# Task instructions
Report back each line of the data that contains the word "graph".

───

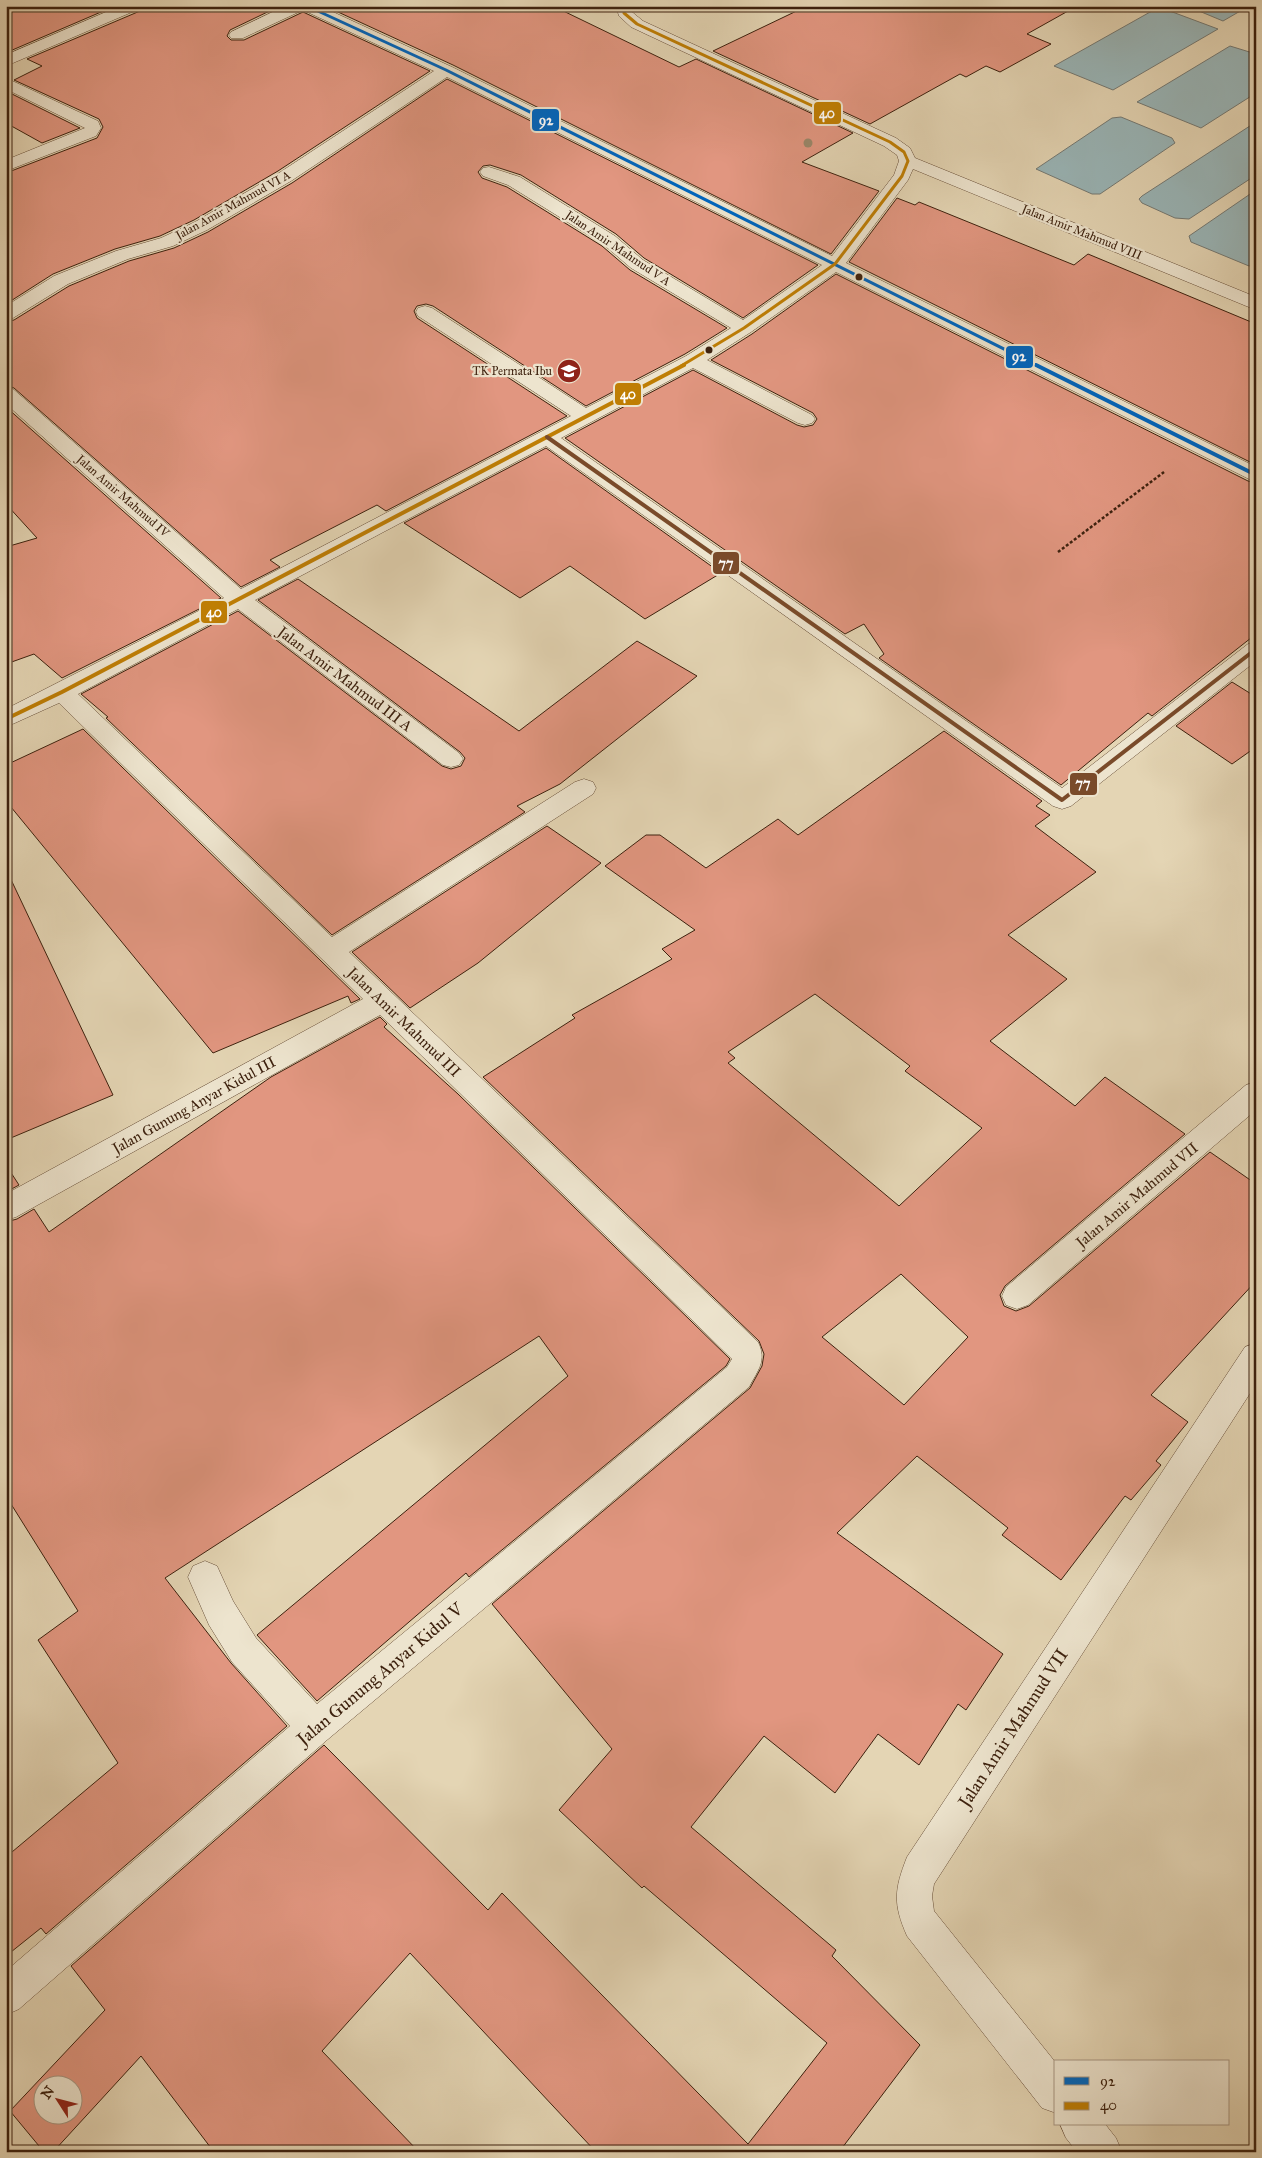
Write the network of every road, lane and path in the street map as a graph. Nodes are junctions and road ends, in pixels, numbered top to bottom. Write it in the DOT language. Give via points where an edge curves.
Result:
graph roads {
  1 [pos="134,6"];
  2 [pos="298,6"];
  3 [pos="307,6"];
  4 [pos="624,6"];
  5 [pos="237,35"];
  6 [pos="6,61"];
  7 [pos="446,70"];
  8 [pos="6,83"];
  9 [pos="908,161"];
  10 [pos="6,166"];
  11 [pos="490,172"];
  12 [pos="835,264"];
  13 [pos="1256,304"];
  14 [pos="425,312"];
  15 [pos="6,314"];
  16 [pos="744,328"];
  17 [pos="693,360"];
  18 [pos="6,393"];
  19 [pos="586,417"];
  20 [pos="805,419"];
  21 [pos="547,438"];
  22 [pos="1198,446"];
  23 [pos="1256,475"];
  24 [pos="1058,552"];
  25 [pos="239,600"];
  26 [pos="1256,649"];
  27 [pos="62,692"];
  28 [pos="6,719"];
  29 [pos="451,759"];
  30 [pos="584,788"];
  31 [pos="330,951"];
  32 [pos="382,1001"];
  33 [pos="1256,1093"];
  34 [pos="6,1208"];
  35 [pos="1017,1296"];
  36 [pos="747,1352"];
  37 [pos="1256,1357"];
  38 [pos="206,1578"];
  39 [pos="315,1728"];
  40 [pos="6,1996"];
  41 [pos="1054,2091"];
  42 [pos="1082,2126"];
  43 [pos="1102,2152"];
  1 -- 6 [label="street"];
  2 -- 5 [label="street"];
  3 -- 7 [label="street"];
  4 -- 9 [label="street" via="624,14 637,24 890,142 904,152"];
  7 -- 12 [label="street"];
  7 -- 15 [label="street, Jalan Amir Mahmud VI A" via="285,177 201,226 167,242 122,255 61,280"];
  8 -- 10 [label="street" via="93,128"];
  9 -- 12 [label="street" via="902,176"];
  9 -- 13 [label="street, Jalan Amir Mahmud VIII"];
  11 -- 16 [label="street, Jalan Amir Mahmud V A" via="514,181 609,240 637,264"];
  12 -- 16 [label="street"];
  12 -- 22 [label="street"];
  14 -- 19 [label="street"];
  16 -- 17 [label="street"];
  17 -- 19 [label="street"];
  17 -- 20 [label="street"];
  18 -- 25 [label="street, Jalan Amir Mahmud IV"];
  19 -- 21 [label="street"];
  21 -- 25 [label="street"];
  21 -- 26 [label="street" via="1062,800"];
  22 -- 23 [label="street"];
  22 -- 24 [label="path"];
  25 -- 27 [label="street"];
  25 -- 29 [label="street, Jalan Amir Mahmud III A"];
  27 -- 28 [label="street"];
  27 -- 31 [label="street, Jalan Amir Mahmud III"];
  30 -- 31 [label="street"];
  31 -- 32 [label="street, Jalan Amir Mahmud III"];
  32 -- 34 [label="street, Jalan Gunung Anyar Kidul III"];
  32 -- 36 [label="street, Jalan Amir Mahmud III"];
  33 -- 35 [label="street, Jalan Amir Mahmud VII"];
  36 -- 39 [label="street, Jalan Gunung Anyar Kidul V" via="747,1361 738,1377"];
  37 -- 41 [label="street, Jalan Amir Mahmud VII" via="920,1870 914,1887 914,1907 920,1923"];
  38 -- 39 [label="street" via="221,1613 244,1650"];
  39 -- 40 [label="street, Jalan Gunung Anyar Kidul V"];
  42 -- 43 [label="street"];
}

───

# Task output
Write the network of every road, lane and path in the street map as a graph. Nodes are junctions and road ends, in pixels, numbered top to bottom. Write it in the DOT language. Give via points where an edge curves.
graph roads {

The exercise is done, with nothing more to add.